The code block first creates a run directory, such as v4r4_coldstart.iter0, and changes into it. The script then creates symbolic links to the input files. The line python ../scripts/mkdir_subdir_diags.py creates the diags directory in the run directory, along with a list of subdirectories under diags, based on the information in the namelist file data.diagnostic. These are used by the model to output diagnostics such as model state at user-specified time intervals.

Next, the script replaces some default ECCO V4r4 namelist files with versions specific to this experiment—a cold start of a 3-day model integration. For the namelist file data.ctrl, three different versions are used:

One for iteration 0, where the model sets all control adjustments to zero.
A second for iteration offsetiter, or when unpack=0, where pre-unpacked control adjustment files are used as input instead of unpacking a ecco_ctrl file.
A third for all other cases, where a ecco_ctrl file is copied from ctrldir to the run directory and unpacked by the model to obtain control adjustments.

Two additional namelist changes include temporarily disabling using profile data on the P-Cluster (due to issues with netCDF modules), and setting the current iteration in data.optim.

The mpirun command below then launches the executable mitgcmuv_ad as a multi-process (96-process) job:

mpirun -np "${nprocs}" ./mitgcmuv_ad

Post Run Processing#

The remaining code block in the following does some post-run processing and prepares for the next iteration:

  # Save cost and control outputs to ctrldir for optimization
  rsync -av ecco_cost_MIT_CE_000.opt${yiter} ${ctrldir}
  rsync -av ecco_ctrl_MIT_CE_000.opt${yiter} ${ctrldir}

  # Compute fmin from costfunction0000 output (used in data.optim)
  # If the target cost reduction is 0.4% relative to the cost from iteration offsetiter (f0),
  # then fmin is set to (1 - 0.5 * 0.004) * f0 = 0.998 * f0
  if [ ${whichiter} -eq 0 ] || [ ${whichiter} -eq ${offsetiter} ]; then
    f0=$(grep " fc = " costfunction0000 | awk '{print $3}')
    echo "To have 0.4% cost reduction, set fmin = 0.998 * f0"
    fmin=$(echo "${f0} * 0.998" | bc)
    echo "fmin: ${fmin}"
  fi

  cd ..
  whichiter=$((whichiter + 1))
  echo ${whichiter}

First, the ecco_ctrl and ecco_cost files are copied to the ctrldir directory, where they will be used by the optimization code to generate updated control adjustments for the next iteration.

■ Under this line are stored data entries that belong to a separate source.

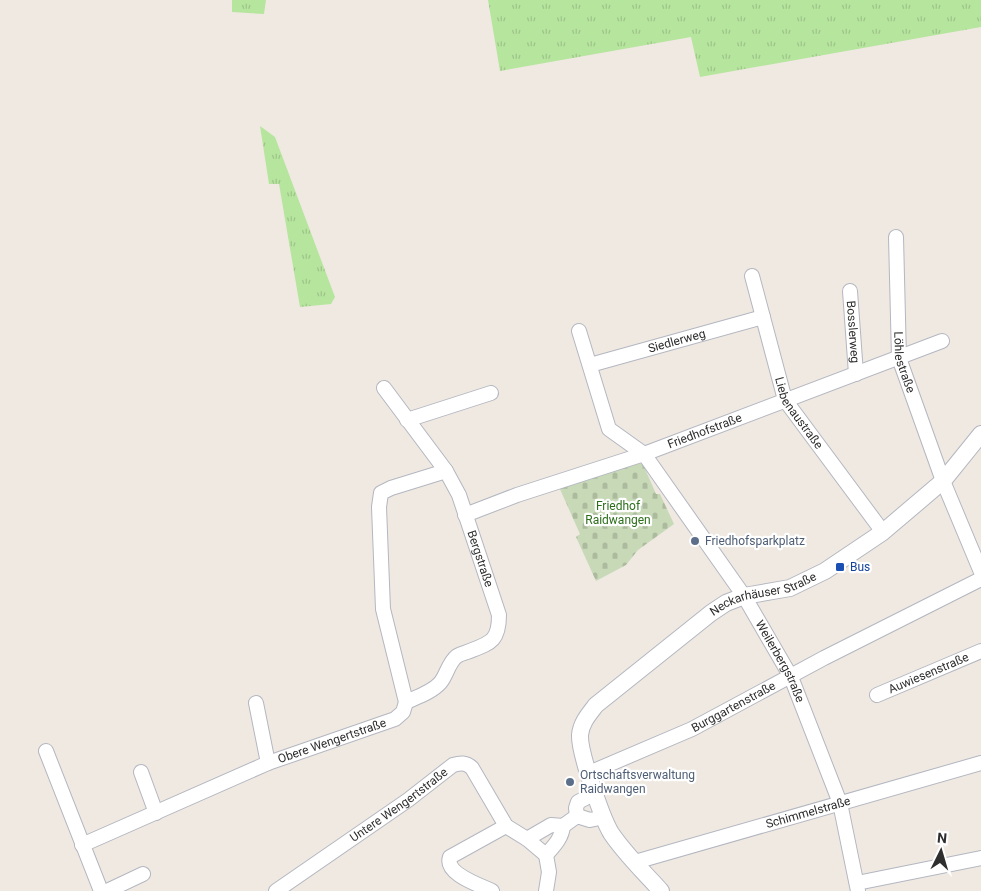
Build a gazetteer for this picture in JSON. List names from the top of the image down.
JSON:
{
  "streets": {
    "street": [
      "Bosslerweg",
      "Siedlerweg",
      "Löhlestraße",
      "Liebenaustraße",
      "Friedhofstraße",
      "Bergstraße",
      "Neckarhäuser Straße",
      "Weilerbergstraße",
      "Auwiesenstraße",
      "Burggartenstraße",
      "Obere Wengertstraße",
      "Untere Wengertstraße",
      "Schimmelstraße"
    ]
  },
  "crossings": [
    ["Bosslerweg", "Friedhofstraße"],
    ["Siedlerweg", "Liebenaustraße"],
    ["Siedlerweg", "Weilerbergstraße"],
    ["Löhlestraße", "Friedhofstraße"],
    ["Löhlestraße", "Neckarhäuser Straße"],
    ["Liebenaustraße", "Friedhofstraße"],
    ["Liebenaustraße", "Neckarhäuser Straße"],
    ["Friedhofstraße", "Bergstraße"],
    ["Friedhofstraße", "Weilerbergstraße"],
    ["Bergstraße", "Obere Wengertstraße"],
    ["Neckarhäuser Straße", "Weilerbergstraße"],
    ["Neckarhäuser Straße", "Burggartenstraße"],
    ["Neckarhäuser Straße", "Schimmelstraße"],
    ["Weilerbergstraße", "Burggartenstraße"],
    ["Weilerbergstraße", "Schimmelstraße"]
  ],
  "parks": ["Friedhof Raidwangen"],
  "places": {
    "other": ["Friedhofsparkplatz", "Ortschaftsverwaltung Raidwangen"],
    "transit": ["Bus"]
  },
  "north": "top"
}
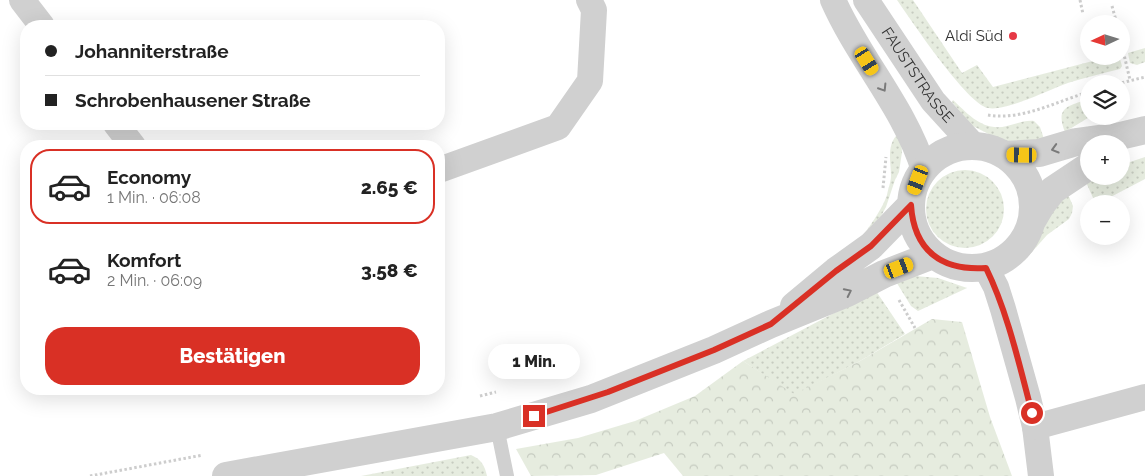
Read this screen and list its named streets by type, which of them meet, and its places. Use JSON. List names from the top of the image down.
{
  "streets": {
    "street": ["FAUSTSTRASSE"]
  },
  "places": ["Aldi Süd"],
  "north": "left",
  "page": {
    "map_buttons": ["+", "−"],
    "banner": ["Johanniterstraße", "Schrobenhausener Straße"],
    "list": [
      {
        "name": "Economy",
        "note": "1 Min. · 06:08",
        "value": "2.65 €"
      },
      {
        "name": "Komfort",
        "note": "2 Min. · 06:09",
        "value": "3.58 €"
      }
    ],
    "buttons": "Bestätigen",
    "bubble": "1 Min."
  }
}
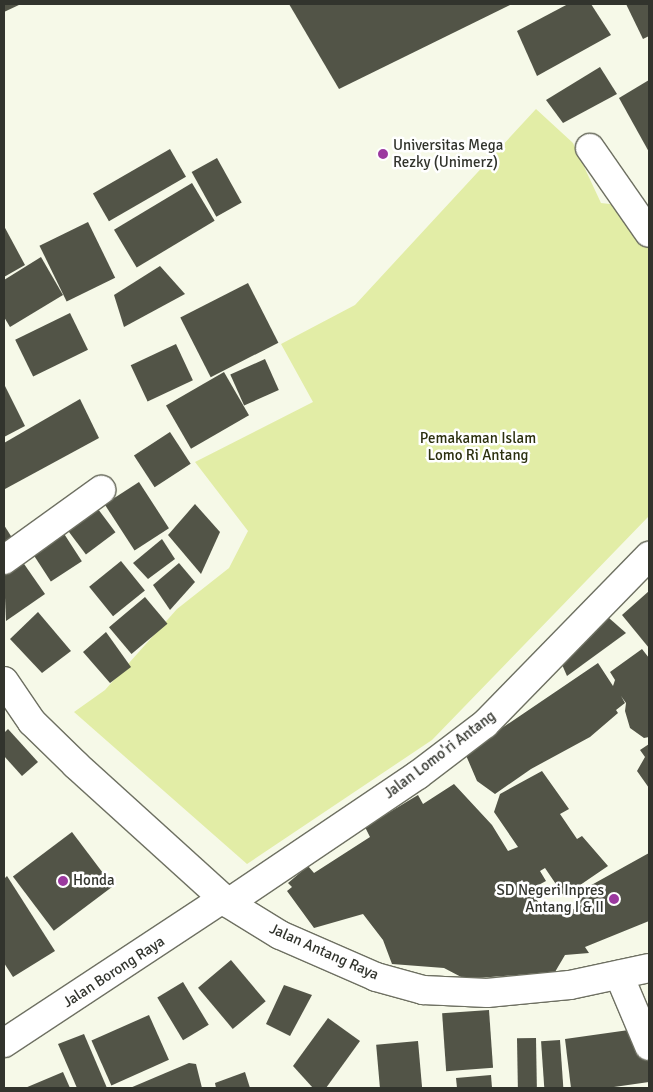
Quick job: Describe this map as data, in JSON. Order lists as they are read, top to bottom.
{
  "streets": {
    "main road": ["Jalan Lomo'ri Antang", "Jalan Antang Raya", "Jalan Borong Raya"]
  },
  "crossings": [
    ["Jalan Lomo'ri Antang", "Jalan Antang Raya"],
    ["Jalan Lomo'ri Antang", "Jalan Borong Raya"],
    ["Jalan Antang Raya", "Jalan Borong Raya"]
  ],
  "parks": ["Pemakaman Islam Lomo Ri Antang"],
  "places": ["Universitas Mega Rezky (Unimerz)", "Honda", "SD Negeri Inpres Antang I & II"]
}
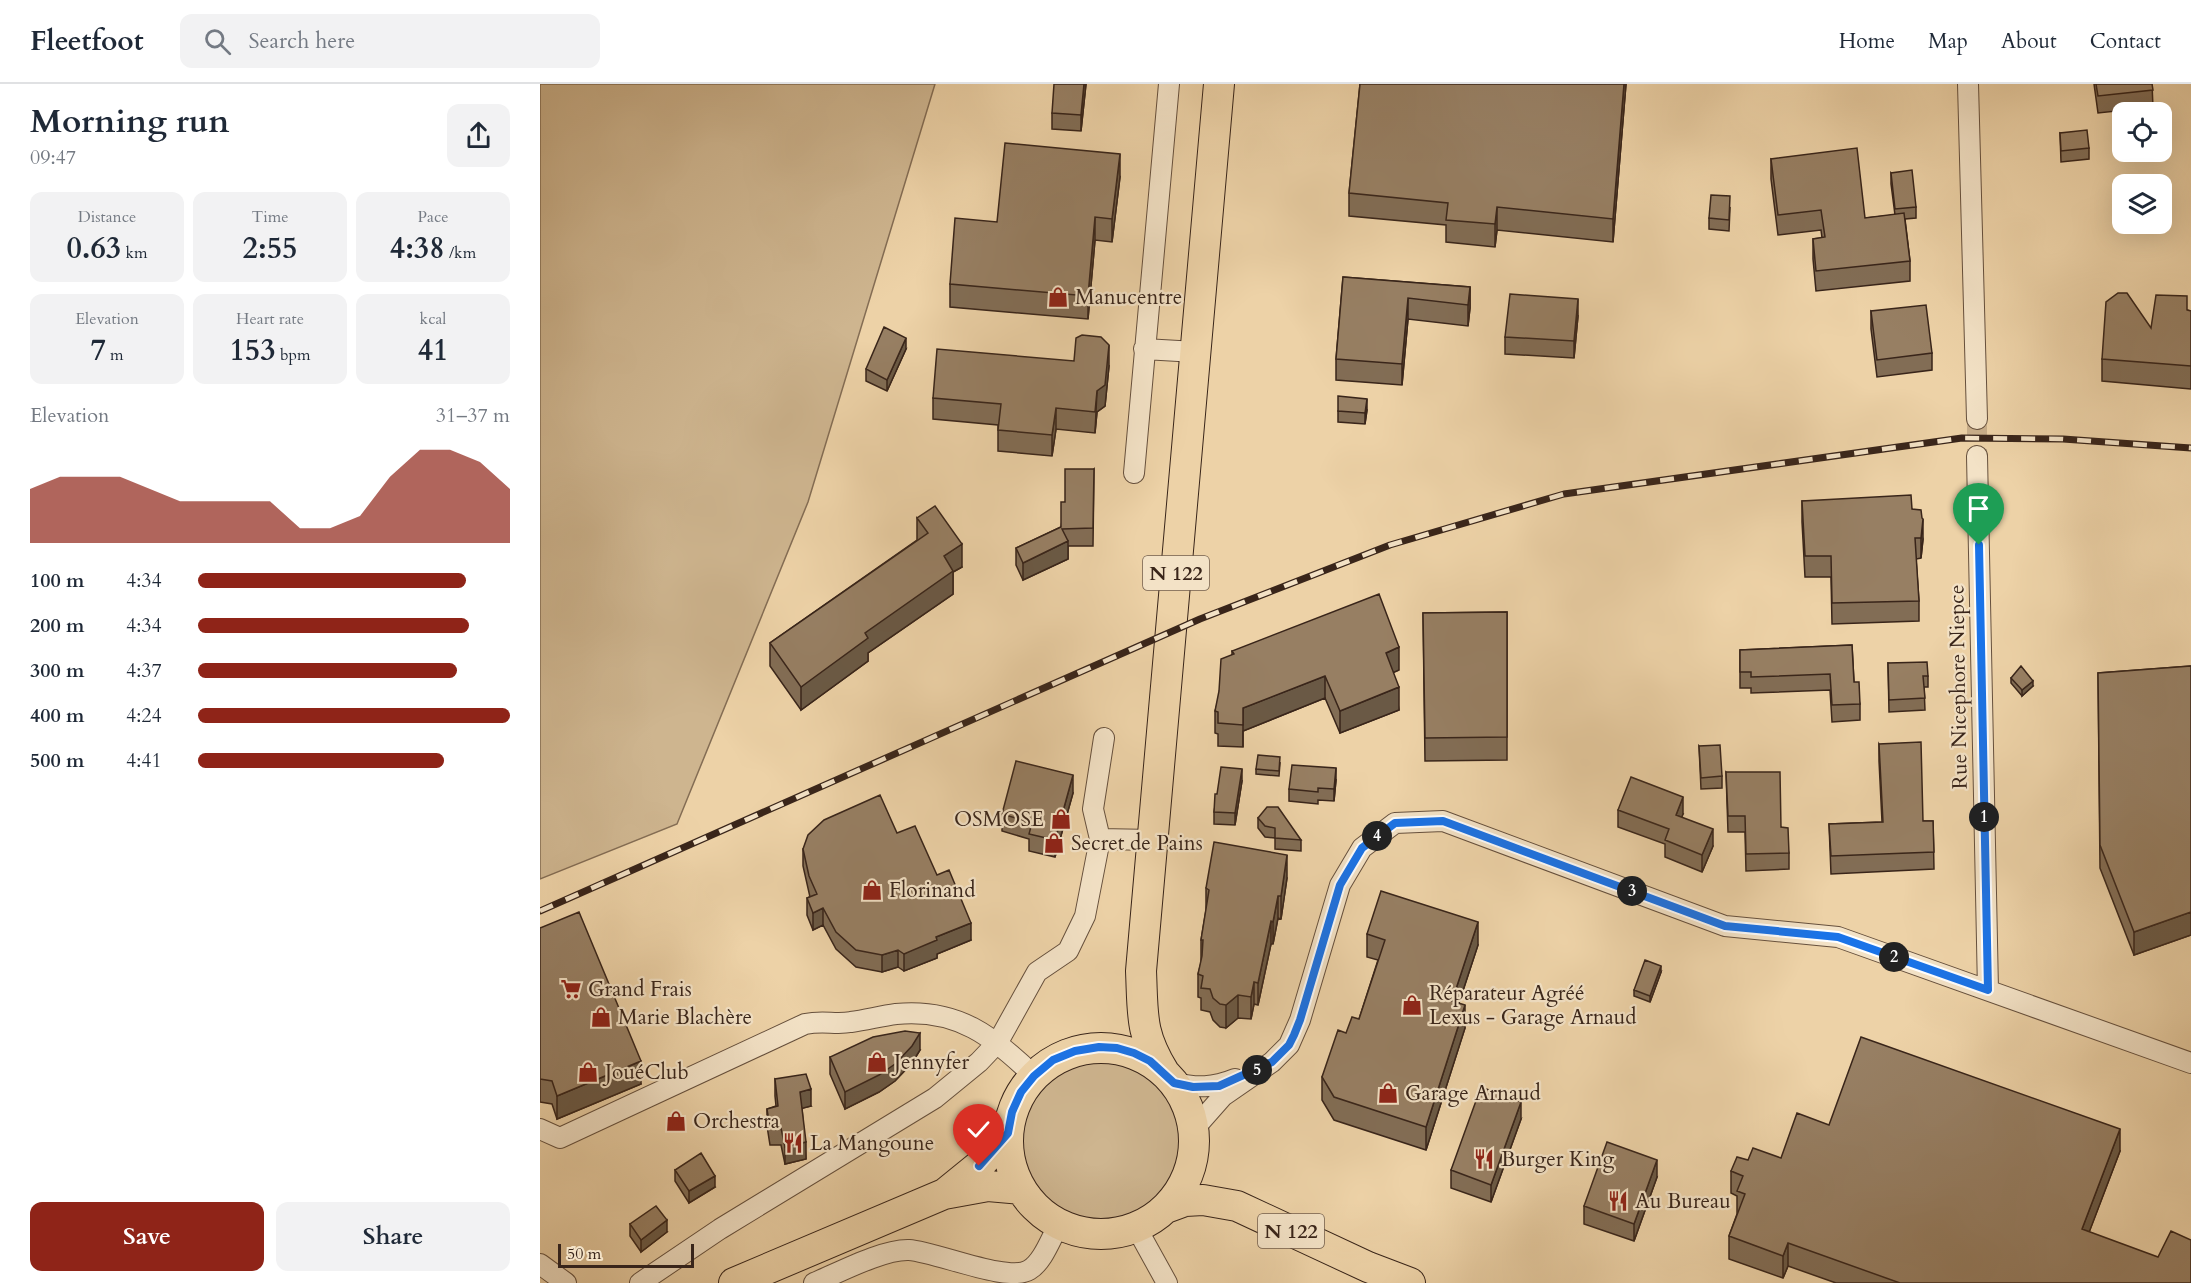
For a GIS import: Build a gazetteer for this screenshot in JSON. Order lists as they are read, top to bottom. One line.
{"streets":{"main road":["N 122"],"street":["Rue Nicephore Niepce"]},"places":{"shop":["Manucentre","OSMOSE","Secret de Pains","Florinand","Réparateur Agréé Lexus - Garage Arnaud","Marie Blachère","Jennyfer","JouéClub","Garage Arnaud","Orchestra"],"supermarket":["Grand Frais"],"restaurant":["La Mangoune","Burger King","Au Bureau"]},"scale_bar":"50 m","page":{"header":"Fleetfoot","search":"Search here","nav":["Home","Map","About","Contact"],"heading":["Morning run","09:47"],"stats":[["Distance","0.63 km"],["Time","2:55"],["Pace","4:38 /km"],["Elevation","7 m"],["Heart rate","153 bpm"],["kcal","41"]],"chart":["Elevation","31–37 m"],"list":[{"name":"100 m","note":"4:34"},{"name":"200 m","note":"4:34"},{"name":"300 m","note":"4:37"},{"name":"400 m","note":"4:24"},{"name":"500 m","note":"4:41"}],"pins":["1","4","3","2","5"],"buttons":["Save","Share"],"scale":"50 m"}}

Another important post-processing step for iteration 0 is to estimate fmin, a value closely related to the target cost reduction. The script extracts the total cost fc (referred to as f0) from the costfunction0000 file in the run directory for iteration 0 (which is v4r4_coldstart.iter0 in this case). The target cost reduction is set to 0.4% relative to f0, and accordingly, fmin is computed as 99.8% of f0. fmin is used during the line search in the steepest descent step to estimate a step size. This step size is expected to produce control adjustments that yield a cost reduction matching the target.

A complete iteration is now finished. The iteration number whichiter is incremented by 1, and the script proceeds to the next iteration.